Pode ser que com uma eventual volta do padrão ouro, talvez ocorresse uma "febre do ouro", aumentando o ritmo das atividades de mineração, por exemplo, expandindo a oferta. Tal aumento da oferta do metal, se chegasse a se tornar excessivo, faria seu preço diminuir de modo a tornar proibitivo o custo de mineração, desestimulando novos aumentos da oferta, reestabilizando o preço e suavizando a curva de evolução da oferta de ouro para patamares mais, digamos, aceitáveis.
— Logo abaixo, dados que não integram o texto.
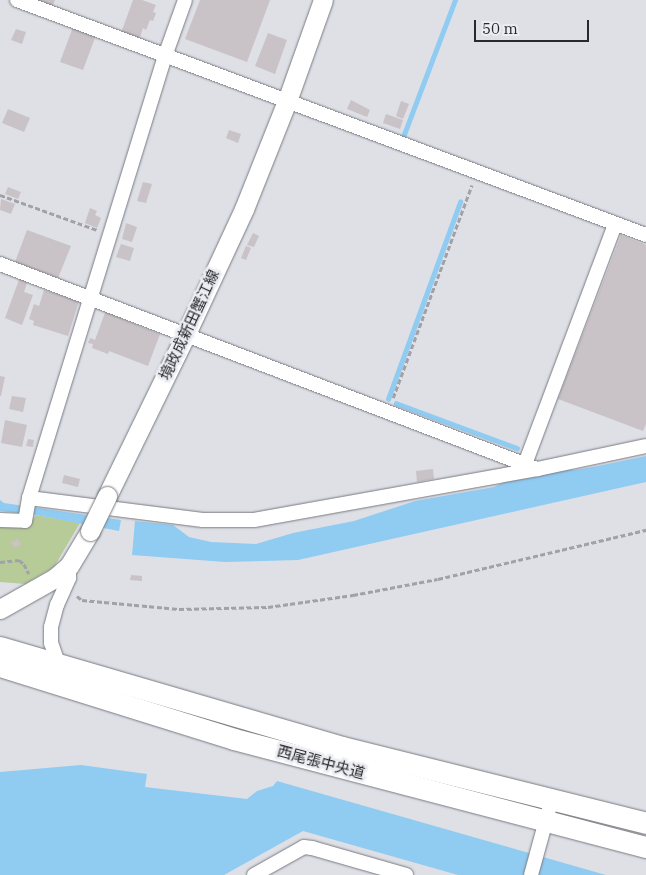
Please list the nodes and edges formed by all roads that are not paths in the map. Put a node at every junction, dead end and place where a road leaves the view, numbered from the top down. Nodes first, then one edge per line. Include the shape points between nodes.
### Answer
1 (17, 0) edge
2 (185, 0) edge
3 (323, 0) edge
4 (165, 56) junction
5 (287, 101) junction
6 (615, 224) junction
7 (646, 236) edge
8 (0, 264) edge
9 (92, 298) junction
10 (186, 334) junction
11 (646, 446) edge
12 (531, 466) junction
13 (29, 498) junction
14 (0, 520) edge
15 (69, 566) junction
16 (0, 609) edge
17 (0, 647) edge
18 (58, 663) junction
19 (0, 666) edge
20 (552, 798) junction
21 (646, 823) edge
22 (544, 828) junction
23 (646, 847) edge
24 (254, 875) edge
25 (406, 875) edge
26 (531, 875) edge

1 - 4 street
2 - 4 street
3 - 5 main road, 境政成新田蟹江線
4 - 5 street
4 - 9 street
5 - 6 street
5 - 10 main road, 境政成新田蟹江線 via 244,209
6 - 7 street
6 - 12 street
8 - 9 street
9 - 10 street
9 - 13 street
10 - 12 street
10 - 15 main road, 境政成新田蟹江線, bridge via 90,531
11 - 12 street
12 - 13 street via 254,520 203,520
13 - 14 street via 25,522
15 - 16 main road, 境政成新田蟹江線 via 55,578
15 - 18 street via 69,578 51,627 51,643
17 - 18 main road, 西尾張中央道
18 - 20 main road, 西尾張中央道 via 342,747
19 - 22 main road, 西尾張中央道
20 - 21 main road, 西尾張中央道
20 - 22 street
22 - 23 main road, 西尾張中央道
22 - 26 street
24 - 25 street via 304,847

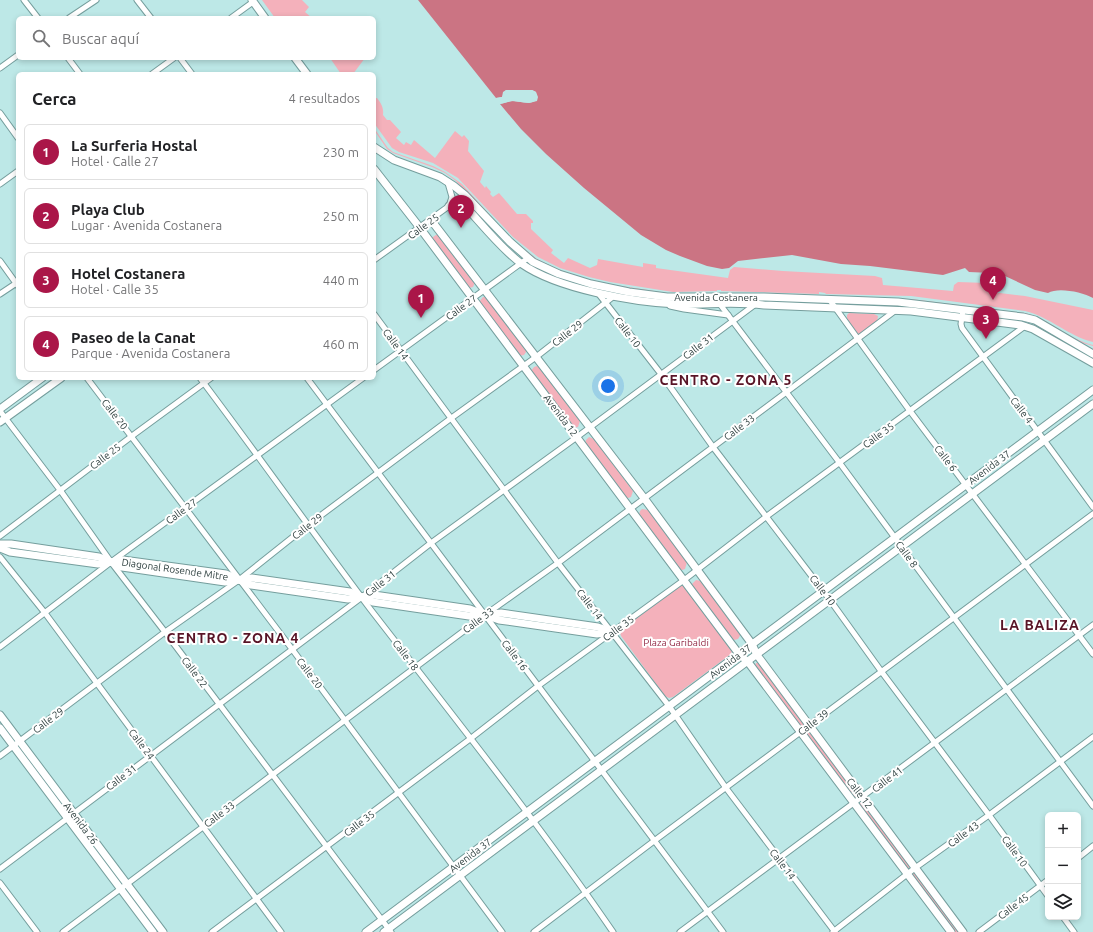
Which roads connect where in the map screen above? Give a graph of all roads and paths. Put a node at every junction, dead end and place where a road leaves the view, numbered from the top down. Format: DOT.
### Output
graph roads {
  1 [pos="24,0"];
  2 [pos="96,0"];
  3 [pos="137,0"];
  4 [pos="252,1"];
  5 [pos="36,16"];
  6 [pos="72,16"];
  7 [pos="149,16"];
  8 [pos="233,16"];
  9 [pos="263,16"];
  10 [pos="16,56"];
  11 [pos="70,60"];
  12 [pos="171,60"];
  13 [pos="182,60"];
  14 [pos="296,60"];
  15 [pos="0,68"];
  16 [pos="78,72"];
  17 [pos="155,72"];
  18 [pos="190,72"];
  19 [pos="305,72"];
  20 [pos="0,113"];
  21 [pos="16,135"];
  22 [pos="376,149"];
  23 [pos="16,172"];
  24 [pos="376,172"];
  25 [pos="447,181"];
  26 [pos="0,184"];
  27 [pos="449,206"];
  28 [pos="431,220"];
  29 [pos="420,228"];
  30 [pos="528,258"];
  31 [pos="376,259"];
  32 [pos="0,261"];
  33 [pos="521,264"];
  34 [pos="16,282"];
  35 [pos="16,284"];
  36 [pos="485,289"];
  37 [pos="598,289"];
  38 [pos="0,294"];
  39 [pos="614,296"];
  40 [pos="760,297"];
  41 [pos="473,298"];
  42 [pos="829,299"];
  43 [pos="652,302"];
  44 [pos="605,303"];
  45 [pos="719,303"];
  46 [pos="756,304"];
  47 [pos="835,308"];
  48 [pos="896,310"];
  49 [pos="962,313"];
  50 [pos="728,315"];
  51 [pos="376,317"];
  52 [pos="732,321"];
  53 [pos="1025,326"];
  54 [pos="858,339"];
  55 [pos="400,350"];
  56 [pos="1091,352"];
  57 [pos="536,357"];
  58 [pos="982,357"];
  59 [pos="1093,363"];
  60 [pos="524,366"];
  61 [pos="376,368"];
  62 [pos="661,374"];
  63 [pos="39,380"];
  64 [pos="58,380"];
  65 [pos="89,380"];
  66 [pos="202,380"];
  67 [pos="208,380"];
  68 [pos="309,380"];
  69 [pos="360,380"];
  70 [pos="204,383"];
  71 [pos="1093,390"];
  72 [pos="786,392"];
  73 [pos="327,404"];
  74 [pos="1093,404"];
  75 [pos="0,410"];
  76 [pos="910,411"];
  77 [pos="450,419"];
  78 [pos="3,420"];
  79 [pos="590,427"];
  80 [pos="1038,431"];
  81 [pos="132,436"];
  82 [pos="577,437"];
  83 [pos="1044,440"];
  84 [pos="713,447"];
  85 [pos="258,455"];
  86 [pos="840,462"];
  87 [pos="378,473"];
  88 [pos="966,485"];
  89 [pos="60,490"];
  90 [pos="504,490"];
  91 [pos="973,494"];
  92 [pos="644,498"];
  93 [pos="1093,507"];
  94 [pos="185,508"];
  95 [pos="631,508"];
  96 [pos="1093,514"];
  97 [pos="767,516"];
  98 [pos="308,525"];
  99 [pos="0,536"];
  100 [pos="895,538"];
  101 [pos="431,543"];
  102 [pos="0,544"];
  103 [pos="902,547"];
  104 [pos="0,548"];
  105 [pos="0,558"];
  106 [pos="111,562"];
  107 [pos="558,563"];
  108 [pos="1025,563"];
  109 [pos="696,570"];
  110 [pos="239,580"];
  111 [pos="684,580"];
  112 [pos="823,591"];
  113 [pos="362,597"];
  114 [pos="830,600"];
  115 [pos="45,613"];
  116 [pos="485,615"];
  117 [pos="953,617"];
  118 [pos="1093,625"];
  119 [pos="165,632"];
  120 [pos="612,632"];
  121 [pos="1079,635"];
  122 [pos="752,644"];
  123 [pos="0,647"];
  124 [pos="292,649"];
  125 [pos="739,654"];
  126 [pos="1093,654"];
  127 [pos="757,655"];
  128 [pos="748,662"];
  129 [pos="415,667"];
  130 [pos="881,671"];
  131 [pos="96,683"];
  132 [pos="538,686"];
  133 [pos="1006,690"];
  134 [pos="219,704"];
  135 [pos="668,706"];
  136 [pos="0,715"];
  137 [pos="675,716"];
  138 [pos="345,720"];
  139 [pos="810,725"];
  140 [pos="0,728"];
  141 [pos="801,732"];
  142 [pos="1093,737"];
  143 [pos="470,739"];
  144 [pos="20,741"];
  145 [pos="934,743"];
  146 [pos="13,746"];
  147 [pos="0,756"];
  148 [pos="150,756"];
  149 [pos="1061,761"];
  150 [pos="595,762"];
  151 [pos="602,770"];
  152 [pos="272,775"];
  153 [pos="726,788"];
  154 [pos="399,792"];
  155 [pos="863,797"];
  156 [pos="854,803"];
  157 [pos="1093,806"];
  158 [pos="74,813"];
  159 [pos="526,813"];
  160 [pos="989,815"];
  161 [pos="67,818"];
  162 [pos="533,821"];
  163 [pos="203,827"];
  164 [pos="654,840"];
  165 [pos="1093,846"];
  166 [pos="327,847"];
  167 [pos="1081,856"];
  168 [pos="780,859"];
  169 [pos="454,866"];
  170 [pos="916,868"];
  171 [pos="0,869"];
  172 [pos="907,874"];
  173 [pos="460,875"];
  174 [pos="1045,882"];
  175 [pos="0,883"];
  176 [pos="127,884"];
  177 [pos="1040,886"];
  178 [pos="120,889"];
  179 [pos="1045,892"];
  180 [pos="586,893"];
  181 [pos="256,899"];
  182 [pos="707,912"];
  183 [pos="382,920"];
  184 [pos="1065,920"];
  185 [pos="388,931"];
  186 [pos="37,932"];
  187 [pos="63,932"];
  188 [pos="153,932"];
  189 [pos="163,932"];
  190 [pos="212,932"];
  191 [pos="281,932"];
  192 [pos="366,932"];
  193 [pos="502,932"];
  194 [pos="534,932"];
  195 [pos="613,932"];
  196 [pos="680,932"];
  197 [pos="723,932"];
  198 [pos="834,932"];
  199 [pos="951,932"];
  200 [pos="963,932"];
  201 [pos="979,932"];
  202 [pos="1074,932"];
  1 -- 5 [label="street"];
  2 -- 6 [label="street"];
  3 -- 7 [label="street"];
  4 -- 8 [label="street"];
  4 -- 9 [label="main road"];
  10 -- 15 [label="street"];
  11 -- 16 [label="street"];
  12 -- 17 [label="street"];
  13 -- 18 [label="street"];
  14 -- 19 [label="main road"];
  20 -- 21 [label="street"];
  22 -- 25 [label="main road, Avenida Costanera"];
  23 -- 26 [label="street"];
  24 -- 29 [label="main road, Avenida 12"];
  25 -- 27 [label="street"];
  25 -- 30 [label="main road, Avenida Costanera"];
  27 -- 28 [label="street, Calle 25"];
  27 -- 33 [label="main road, Avenida Costanera"];
  28 -- 29 [label="street, Calle 25"];
  28 -- 36 [label="main road, Avenida 12"];
  29 -- 31 [label="street, Calle 25"];
  29 -- 41 [label="main road, Avenida 12"];
  30 -- 33 [label="street, Calle 27"];
  30 -- 37 [label="main road, Avenida Costanera"];
  32 -- 34 [label="street"];
  33 -- 36 [label="street, Calle 27"];
  33 -- 37 [label="main road, Avenida Costanera"];
  35 -- 38 [label="street"];
  36 -- 41 [label="street, Calle 27"];
  36 -- 57 [label="main road, Avenida 12"];
  37 -- 39 [label="main road, Avenida Costanera"];
  37 -- 40 [label="main road, Avenida Costanera"];
  37 -- 44 [label="street, Calle 10"];
  39 -- 43 [label="main road, Avenida Costanera"];
  39 -- 44 [label="street, Calle 29"];
  40 -- 42 [label="main road, Avenida Costanera"];
  40 -- 46 [label="street, Calle 31"];
  41 -- 55 [label="street, Calle 27"];
  41 -- 60 [label="main road, Avenida 12"];
  42 -- 47 [label="street, Calle 6"];
  42 -- 49 [label="main road, Avenida Costanera"];
  43 -- 45 [label="main road, Avenida Costanera"];
  43 -- 50 [label="street"];
  44 -- 57 [label="street, Calle 29"];
  44 -- 62 [label="street, Calle 10"];
  45 -- 46 [label="main road, Avenida Costanera"];
  45 -- 50 [label="street, Calle 8"];
  46 -- 47 [label="main road, Avenida Costanera"];
  46 -- 52 [label="street, Calle 31"];
  47 -- 48 [label="main road, Avenida Costanera"];
  47 -- 54 [label="street, Calle 6"];
  48 -- 49 [label="main road, Avenida Costanera"];
  48 -- 54 [label="street, Calle 33"];
  49 -- 53 [label="main road, Avenida Costanera"];
  49 -- 56 [label="main road, Avenida Costanera"];
  49 -- 58 [label="street, Calle 4"];
  50 -- 52 [label="street, Calle 8"];
  51 -- 55 [label="street, Calle 14"];
  52 -- 62 [label="street, Calle 31"];
  52 -- 72 [label="street, Calle 8"];
  53 -- 58 [label="street, Calle 35"];
  53 -- 59 [label="main road, Avenida Costanera"];
  54 -- 72 [label="street, Calle 33"];
  54 -- 76 [label="street, Calle 6"];
  55 -- 61 [label="street, Calle 27"];
  55 -- 77 [label="street, Calle 14"];
  57 -- 60 [label="street, Calle 29"];
  57 -- 79 [label="main road, Avenida 12"];
  58 -- 76 [label="street, Calle 35"];
  58 -- 80 [label="street, Calle 4"];
  60 -- 77 [label="street, Calle 29"];
  60 -- 82 [label="main road, Avenida 12"];
  62 -- 79 [label="street, Calle 31"];
  62 -- 84 [label="street, Calle 10"];
  63 -- 75 [label="main road"];
  64 -- 78 [label="main road"];
  65 -- 81 [label="street, Calle 20"];
  66 -- 70 [label="street, Calle 18"];
  67 -- 70 [label="street, Calle 25"];
  68 -- 73 [label="street, Calle 16"];
  69 -- 73 [label="street, Calle 27"];
  70 -- 81 [label="street, Calle 25"];
  70 -- 85 [label="street, Calle 18"];
  71 -- 80 [label="main road, Avenida 37"];
  72 -- 84 [label="street, Calle 33"];
  72 -- 86 [label="street, Calle 8"];
  73 -- 85 [label="street, Calle 27"];
  73 -- 87 [label="street, Calle 16"];
  74 -- 83 [label="main road, Avenida 37"];
  75 -- 78 [label="street, Calle 22"];
  76 -- 86 [label="street, Calle 35"];
  76 -- 88 [label="street, Calle 6"];
  77 -- 87 [label="street, Calle 29"];
  77 -- 90 [label="street, Calle 14"];
  78 -- 89 [label="street, Calle 22"];
  79 -- 82 [label="street, Calle 31"];
  79 -- 92 [label="main road, Avenida 12"];
  80 -- 83 [label="street, Calle 4"];
  80 -- 88 [label="main road, Avenida 37"];
  81 -- 89 [label="street, Calle 25"];
  81 -- 94 [label="street, Calle 20"];
  82 -- 90 [label="street, Calle 31"];
  82 -- 95 [label="main road, Avenida 12"];
  83 -- 91 [label="main road, Avenida 37"];
  83 -- 93 [label="street, Calle 4"];
  84 -- 92 [label="street, Calle 33"];
  84 -- 97 [label="street, Calle 10"];
  85 -- 94 [label="street, Calle 27"];
  85 -- 98 [label="street, Calle 18"];
  86 -- 97 [label="street, Calle 35"];
  86 -- 100 [label="street, Calle 8"];
  87 -- 98 [label="street, Calle 29"];
  87 -- 101 [label="street, Calle 16"];
  88 -- 91 [label="street, Calle 6"];
  88 -- 100 [label="main road, Avenida 37"];
  89 -- 99 [label="street, Calle 25"];
  89 -- 106 [label="street, Calle 22"];
  90 -- 101 [label="street, Calle 31"];
  90 -- 107 [label="street, Calle 14"];
  91 -- 103 [label="main road, Avenida 37"];
  91 -- 108 [label="street, Calle 6"];
  92 -- 95 [label="street, Calle 33"];
  92 -- 109 [label="main road, Avenida 12"];
  94 -- 106 [label="street, Calle 27"];
  94 -- 110 [label="street, Calle 20"];
  95 -- 107 [label="street, Calle 33"];
  95 -- 111 [label="main road, Avenida 12"];
  96 -- 108 [label="street, Calle 39"];
  97 -- 109 [label="street, Calle 35"];
  97 -- 112 [label="street, Calle 10"];
  98 -- 110 [label="street, Calle 29"];
  98 -- 113 [label="street, Calle 18"];
  100 -- 103 [label="street, Calle 8"];
  100 -- 112 [label="main road, Avenida 37"];
  101 -- 113 [label="street, Calle 31"];
  101 -- 116 [label="street, Calle 16"];
  102 -- 106 [label="main road, Diagonal Rosende Mitre"];
  103 -- 114 [label="main road, Avenida 37"];
  103 -- 117 [label="street, Calle 8"];
  104 -- 106 [label="main road, Diagonal Rosende Mitre"];
  105 -- 115 [label="street, Calle 24"];
  106 -- 110 [label="main road, Diagonal Rosende Mitre"];
  106 -- 115 [label="street, Calle 27"];
  106 -- 119 [label="street, Calle 22"];
  107 -- 116 [label="street, Calle 33"];
  107 -- 120 [label="street, Calle 14"];
  108 -- 117 [label="street, Calle 39"];
  108 -- 121 [label="street, Calle 6"];
  109 -- 111 [label="street, Calle 35"];
  109 -- 122 [label="main road, Avenida 12"];
  110 -- 113 [label="main road, Diagonal Rosende Mitre"];
  110 -- 119 [label="street, Calle 29"];
  110 -- 124 [label="street, Calle 20"];
  111 -- 120 [label="street, Calle 35"];
  111 -- 125 [label="main road, Avenida 12"];
  112 -- 114 [label="street, Calle 10"];
  112 -- 122 [label="main road, Avenida 37"];
  113 -- 116 [label="main road, Diagonal Rosende Mitre"];
  113 -- 124 [label="street, Calle 31"];
  113 -- 129 [label="street, Calle 18"];
  114 -- 127 [label="main road, Avenida 37"];
  114 -- 130 [label="street, Calle 10"];
  115 -- 123 [label="street, Calle 27"];
  115 -- 131 [label="street, Calle 24"];
  116 -- 120 [label="main road, Diagonal Rosende Mitre"];
  116 -- 129 [label="street, Calle 33"];
  116 -- 132 [label="street, Calle 16"];
  117 -- 130 [label="street, Calle 39"];
  117 -- 133 [label="street, Calle 8"];
  118 -- 121 [label="street, Calle 41"];
  119 -- 131 [label="street, Calle 29"];
  119 -- 134 [label="street, Calle 22"];
  120 -- 132 [label="street, Calle 35"];
  120 -- 135 [label="street, Calle 14"];
  121 -- 126 [label="street, Calle 6"];
  121 -- 133 [label="street, Calle 41"];
  122 -- 125 [label="main road, Avenida 37"];
  122 -- 127 [label="main road, Avenida 12"];
  124 -- 134 [label="street, Calle 31"];
  124 -- 138 [label="street, Calle 20"];
  125 -- 128 [label="main road, Avenida 12"];
  125 -- 135 [label="main road, Avenida 37"];
  127 -- 128 [label="main road, Avenida 37"];
  127 -- 139 [label="main road, Calle 12"];
  128 -- 137 [label="main road, Avenida 37"];
  128 -- 141 [label="main road, Calle 12"];
  129 -- 138 [label="street, Calle 33"];
  129 -- 143 [label="street, Calle 18"];
  130 -- 139 [label="street, Calle 39"];
  130 -- 145 [label="street, Calle 10"];
  131 -- 144 [label="street, Calle 29"];
  131 -- 148 [label="street, Calle 24"];
  132 -- 143 [label="street, Calle 35"];
  132 -- 150 [label="street, Calle 16"];
  133 -- 145 [label="street, Calle 41"];
  133 -- 149 [label="street, Calle 8"];
  134 -- 148 [label="street, Calle 31"];
  134 -- 152 [label="street, Calle 22"];
  135 -- 137 [label="street, Calle 14"];
  135 -- 150 [label="main road, Avenida 37"];
  136 -- 144 [label="main road, Avenida 26"];
  137 -- 151 [label="main road, Avenida 37"];
  137 -- 153 [label="street, Calle 14"];
  138 -- 152 [label="street, Calle 33"];
  138 -- 154 [label="street, Calle 20"];
  139 -- 141 [label="street, Calle 39"];
  139 -- 155 [label="main road, Calle 12"];
  140 -- 146 [label="main road, Avenida 26"];
  141 -- 153 [label="street, Calle 39"];
  141 -- 156 [label="main road, Calle 12"];
  142 -- 149 [label="street, Calle 43"];
  143 -- 154 [label="street, Calle 35"];
  143 -- 159 [label="street, Calle 18"];
  144 -- 146 [label="street, Calle 29"];
  144 -- 158 [label="main road, Avenida 26"];
  145 -- 155 [label="street, Calle 41"];
  145 -- 160 [label="street, Calle 10"];
  146 -- 147 [label="street, Calle 29"];
  146 -- 161 [label="main road, Avenida 26"];
  148 -- 158 [label="street, Calle 31"];
  148 -- 163 [label="street, Calle 24"];
  149 -- 157 [label="street, Calle 8"];
  149 -- 160 [label="street, Calle 43"];
  150 -- 151 [label="street, Calle 16"];
  150 -- 159 [label="main road, Avenida 37"];
  151 -- 162 [label="main road, Avenida 37"];
  151 -- 164 [label="street, Calle 16"];
  152 -- 163 [label="street, Calle 33"];
  152 -- 166 [label="street, Calle 22"];
  153 -- 164 [label="street, Calle 39"];
  153 -- 168 [label="street, Calle 14"];
  154 -- 166 [label="street, Calle 35"];
  154 -- 169 [label="street, Calle 20"];
  155 -- 156 [label="street, Calle 41"];
  155 -- 170 [label="main road, Calle 12"];
  156 -- 168 [label="street, Calle 41"];
  156 -- 172 [label="main road, Calle 12"];
  158 -- 161 [label="street, Calle 31"];
  158 -- 176 [label="main road, Avenida 26"];
  159 -- 162 [label="street, Calle 18"];
  159 -- 169 [label="main road, Avenida 37"];
  160 -- 170 [label="street, Calle 43"];
  160 -- 177 [label="street, Calle 10"];
  161 -- 171 [label="street, Calle 31"];
  161 -- 178 [label="main road, Avenida 26"];
  162 -- 173 [label="main road, Avenida 37"];
  162 -- 180 [label="street, Calle 18"];
  163 -- 176 [label="street, Calle 33"];
  163 -- 181 [label="street, Calle 24"];
  164 -- 180 [label="street, Calle 39"];
  164 -- 182 [label="street, Calle 16"];
  165 -- 167 [label="street"];
  166 -- 181 [label="street, Calle 35"];
  166 -- 183 [label="street, Calle 22"];
  168 -- 182 [label="street, Calle 41"];
  168 -- 198 [label="street, Calle 14"];
  169 -- 173 [label="street, Calle 20"];
  169 -- 183 [label="main road, Avenida 37"];
  170 -- 172 [label="street, Calle 43"];
  170 -- 200 [label="main road, Calle 12"];
  172 -- 198 [label="street, Calle 43"];
  172 -- 199 [label="main road, Calle 12"];
  173 -- 185 [label="main road, Avenida 37"];
  173 -- 193 [label="street, Calle 20"];
  174 -- 177 [label="street, Calle 45"];
  175 -- 186 [label="street"];
  176 -- 178 [label="street, Calle 33"];
  176 -- 189 [label="main road, Avenida 26"];
  177 -- 179 [label="street, Calle 10"];
  177 -- 201 [label="street, Calle 45"];
  178 -- 187 [label="street, Calle 33"];
  178 -- 188 [label="main road, Avenida 26"];
  180 -- 194 [label="street, Calle 39"];
  180 -- 195 [label="street, Calle 18"];
  181 -- 190 [label="street, Calle 35"];
  181 -- 191 [label="street, Calle 24"];
  182 -- 196 [label="street, Calle 41"];
  182 -- 197 [label="street, Calle 16"];
  183 -- 185 [label="street, Calle 22"];
  183 -- 192 [label="main road, Avenida 37"];
  184 -- 202 [label="street"];
}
A possibilidade de deflação se encontra na razão entre a variação da oferta de ouro (que seria igual à oferta monetária desta nova economia) e a taxa de crescimento da economia. Se a oferta de ouro crescesse no mesmo ritmo que a economia, os preços se manteriam bastante estáveis (e a economia provavelmente estaria crescendo bem devagar). Se a oferta de ouro crescesse num ritmo mais lento que a economia (o que é de se esperar, dado que, até onde sabemos, o ouro é um metal raro), os preços em geral tenderiam a diminuir, porque com o crescimento da oferta de bens e serviços, o ouro se tornaria relativamente mais escasso frente à produção total da economia. Em outras palavras, a mesma quantidade de ouro compraria um número maior de bens e serviços, porque estes estão se tornando mais abundantes mais rapidamente do que aquele. Vejam que "ouro" neste texto não deve ser necessariamente entendido em sentido literal: basta que o lastro da moeda seja um bem  suficientemente escasso, com oferta inelástica (ou quase inelástica), de uso aceito pela sociedade e que dê confiança. Podem ser diamantes, rubis, prata, platina, ródio, paládio, ou até mesmo uma cesta destes e vários outros bens dotados das características mencionadas e que cumpram as três funções da moeda (unidade de conta, reserva de valor e meio de troca). O ruim é a moeda fiduciária (sem valor intrínseco, ou seja, o valor é mera questão de fé e confiança), que é o caso de praticamente todas (senão todas) as moedas do mundo atual.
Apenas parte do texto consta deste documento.